Even my chanting of '24 out the door' is ignored by the 'kidults'
Published 17/04/2015 | 02:30
On the odd occasion when I encounter my grown-up daughters in daylight I chant at them "24 out the door" - a sentiment they blithely ignore.
To be fair, my 22-year-old daughter has moved to Paris for a year, but she's coming back in the firm conviction that she will be moving back into "my room".
Her "my room" carries far more conviction than "my house". As far as they are concerned its "our house".
As someone who left home at 19 and wandered around the Irish Midlands for seven years living in a variety of grotty flats and houses, I feel it is important that the 'kidults' (as they are apparently now called) get out of home and find out what life is really like.
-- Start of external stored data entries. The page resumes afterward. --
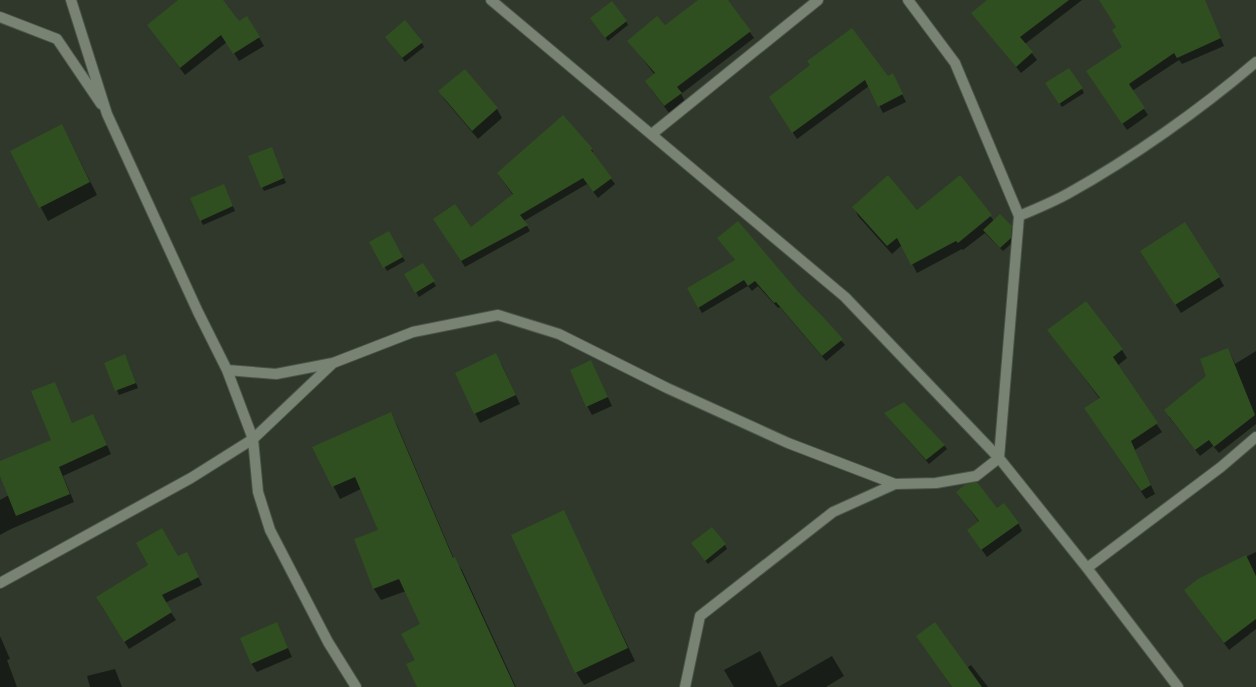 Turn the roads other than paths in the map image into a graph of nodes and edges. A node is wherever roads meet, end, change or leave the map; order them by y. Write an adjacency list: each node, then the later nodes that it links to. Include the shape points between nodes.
1 (71, 0): 7 (street)
2 (491, 0): 8 (street)
3 (818, 0): 8 (street)
4 (908, 0): 9 (street, via 955,63)
5 (0, 17): 7 (street, via 56,39)
6 (1256, 62): 9 (street, via 1223,90 1130,155 1068,194)
7 (107, 114): 11 (street)
8 (652, 134): 14 (street, via 845,296)
9 (1020, 216): 14 (street)
10 (333, 363): 11 (street, via 276,374); 13 (street); 15 (street, via 413,332 498,316 559,334 788,444)
11 (228, 370): 13 (street)
12 (1256, 437): 16 (street)
13 (253, 439): 17 (street, via 191,478); 18 (street, via 258,492 270,530 328,642)
14 (999, 458): 15 (street, via 976,476 936,483); 16 (street)
15 (895, 484): 19 (street, via 833,512 700,616)
16 (1087, 568): 20 (street)
17 (0, 583)
18 (356, 687)
19 (685, 687)
20 (1178, 687)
Sometimes it can be lonely, sometimes downright scary, but it is life and indeed it can be great fun. Especially when the 'Swinging Sixties' finally hit the Midlands sometime around 1975.
But why would they leave? Blame the Irish mammy: Why pay money to rent an apartment when you can live at home, get fed three meals a day, have a warm bed and control of the TV zapper.
And when 'Corrie' or the 'X-Factor' are in full swing, who gets up to make a cup of tea? The mammy, of course.
Having said all that, I have to admit that after my wanderings were over I did re-occupy my old room in the attic of the family home and wasn't dislodged for more years than I care to remember.
It wasn't so much the home comforts I required, but a place of sanctuary from a hectic social life and the chance to save a few bob to buy a place of my own.
Anyway, in the end, I did move out and, thanks to Michael Fingleton, bought a dump of my own. And occasionally, just occasionally, when everyone is out and I'm left to savour the silence, I begin to wonder - when will someone come home, it would be nice to have some company, even if it is a surly daughter who says: "Shssh - can't you see I'm watching Gogglebox." So I take the dogs for another walk.